Shortages and supply prioritization prevented the new 1903A4 from reaching the front lines until the end of 1943. As a further issue, the Ordnance Department’s first choice in optics - the Lyman Alaskan - was not ready in time, as Lyman was unable to meet delivery requirements on the project. The Lyman Alaskan was originally designated the M73, though changes in available alloys (and the initial adoption of the Weaver-design M73B1) eventually led to the Alaskan being termed the M81 (if it had a crosswire reticle) or M82 (when made with a tapered-post reticle) in military configurations.
Springfield M1903 rifles captured by the German forces were designated Gewehr 249(a).
Towards the end of the WWII, the Marine Corps rifle team began outfitting some 1903A1 rifles with an 8X Unertl scope. This adaptation of the A1 became known as the “USMC Model 1941 sniper rifle”. The Unertl scope differed heavily from the earlier M73B1 and M82 scopes of the Army, with triple the magnification, increased size and weight, externally-adjusting mounts, and recoil-reducing sliding of the scope tube. By keeping the same rifle and mounting system as the Winchester A5 scope, the Marines maintained mount interchangeability between their A5 and Unertl 8X scopes, and trained at home with their expected equipment in the field. The Marines’ 1903A1/Unertl combination was readily employed by sniper-observer-scout teams (scout snipers).
The Marines were still using the Winchester A5 and Lyman 5A scopes at the time of the Unertl’s adoption. The Marines also did not switch to the new rifle - the Model 70 - in order to keep the variety of rifles in the field somewhat simpler. This led to some confusion among ordnance depots and intelligence reports, which did not always know if they were talking about the 5A or the Unertl on the 1903A1.
One additional alteration to the Unertl scope is significant to the modern CMP (Civilian Marksmanship Program) competitor; The scope slides under recoil, reducing the potential for reticle breakage or loosening of the glass. The Unertl scope had room for a return-spring to be mounted on the scope tube, which would return the scope to battery without the rifleman needing to reach up and pull the tube back manually. However, the Marines felt that sand could easily get trapped in the spring, eventually scraping and scoring the sides of the scope tube. As such, the spring was abandoned. Ingenuity eventually found other ways to simulate the spring - one of the most common being a piece of truck tire inner tube stretched between the front clamping ring and rear mount.
The 1903A3 and A4 continued on in use through the Korean and Vietnam wars alongside the USMC 1941, though their active service gradually declined. The Marines eventually declared the M1903A1/Unertl combination a limited standard, and recommended switching to the M1C. The last M1903 variants in military service exited around 1974.

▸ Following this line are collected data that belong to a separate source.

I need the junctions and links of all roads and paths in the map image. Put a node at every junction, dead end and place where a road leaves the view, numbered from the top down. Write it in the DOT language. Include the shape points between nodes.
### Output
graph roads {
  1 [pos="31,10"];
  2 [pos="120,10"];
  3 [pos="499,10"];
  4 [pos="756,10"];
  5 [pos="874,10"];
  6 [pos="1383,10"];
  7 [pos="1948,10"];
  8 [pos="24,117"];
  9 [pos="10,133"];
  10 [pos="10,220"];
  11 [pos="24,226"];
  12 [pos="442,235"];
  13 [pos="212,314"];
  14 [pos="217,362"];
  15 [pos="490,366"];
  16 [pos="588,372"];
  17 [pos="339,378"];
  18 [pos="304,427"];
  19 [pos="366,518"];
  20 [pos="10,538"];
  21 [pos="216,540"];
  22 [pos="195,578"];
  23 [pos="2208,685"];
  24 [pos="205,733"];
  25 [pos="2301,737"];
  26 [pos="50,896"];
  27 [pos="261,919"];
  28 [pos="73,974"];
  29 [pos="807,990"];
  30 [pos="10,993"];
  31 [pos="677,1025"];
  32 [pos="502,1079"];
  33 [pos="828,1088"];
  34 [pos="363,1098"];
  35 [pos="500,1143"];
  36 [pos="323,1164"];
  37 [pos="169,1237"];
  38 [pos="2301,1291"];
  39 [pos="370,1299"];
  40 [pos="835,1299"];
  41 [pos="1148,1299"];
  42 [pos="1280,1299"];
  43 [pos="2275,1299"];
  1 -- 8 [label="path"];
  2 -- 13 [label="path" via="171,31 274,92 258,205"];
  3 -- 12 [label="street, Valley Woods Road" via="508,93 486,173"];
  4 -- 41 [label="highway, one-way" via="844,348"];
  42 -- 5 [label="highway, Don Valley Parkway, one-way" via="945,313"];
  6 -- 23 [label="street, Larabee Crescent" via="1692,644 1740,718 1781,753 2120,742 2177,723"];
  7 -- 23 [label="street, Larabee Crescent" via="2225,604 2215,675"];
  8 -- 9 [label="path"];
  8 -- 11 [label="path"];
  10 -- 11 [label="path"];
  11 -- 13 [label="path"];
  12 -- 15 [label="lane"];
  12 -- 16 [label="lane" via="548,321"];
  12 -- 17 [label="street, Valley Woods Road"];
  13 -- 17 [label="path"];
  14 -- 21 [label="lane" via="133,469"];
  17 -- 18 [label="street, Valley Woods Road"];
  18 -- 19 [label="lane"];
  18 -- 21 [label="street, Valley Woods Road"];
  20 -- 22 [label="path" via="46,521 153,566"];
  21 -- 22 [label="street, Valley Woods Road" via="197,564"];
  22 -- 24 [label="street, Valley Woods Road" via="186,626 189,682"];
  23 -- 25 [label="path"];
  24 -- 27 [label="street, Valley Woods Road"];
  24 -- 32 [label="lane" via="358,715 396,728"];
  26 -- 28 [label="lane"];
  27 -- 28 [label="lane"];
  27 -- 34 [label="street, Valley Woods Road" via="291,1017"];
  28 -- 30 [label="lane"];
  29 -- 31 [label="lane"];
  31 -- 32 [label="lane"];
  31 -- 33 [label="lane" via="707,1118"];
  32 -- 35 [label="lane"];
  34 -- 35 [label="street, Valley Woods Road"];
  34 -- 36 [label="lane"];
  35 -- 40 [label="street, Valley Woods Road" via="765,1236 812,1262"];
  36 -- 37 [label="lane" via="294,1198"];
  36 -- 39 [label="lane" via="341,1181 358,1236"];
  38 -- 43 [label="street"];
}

In sum total, the 1903 saw combat through:
- The Mexican Revolution (1910-1920)
- World War I (1914-1918)
- The US Occupation of Haiti (1915-1934)
- The Chinese Civil War (1927-1950)
- The Second Sino-Japanese War (1931-1945)
- World War II (1939-1945)
- The Cuban Revolution (1953-1959)
- The Vietnam War (1955-1975)
Far More Recently
The last 588 remaining 1903A4 rifles in military inventory were destroyed during the Clinton Administration.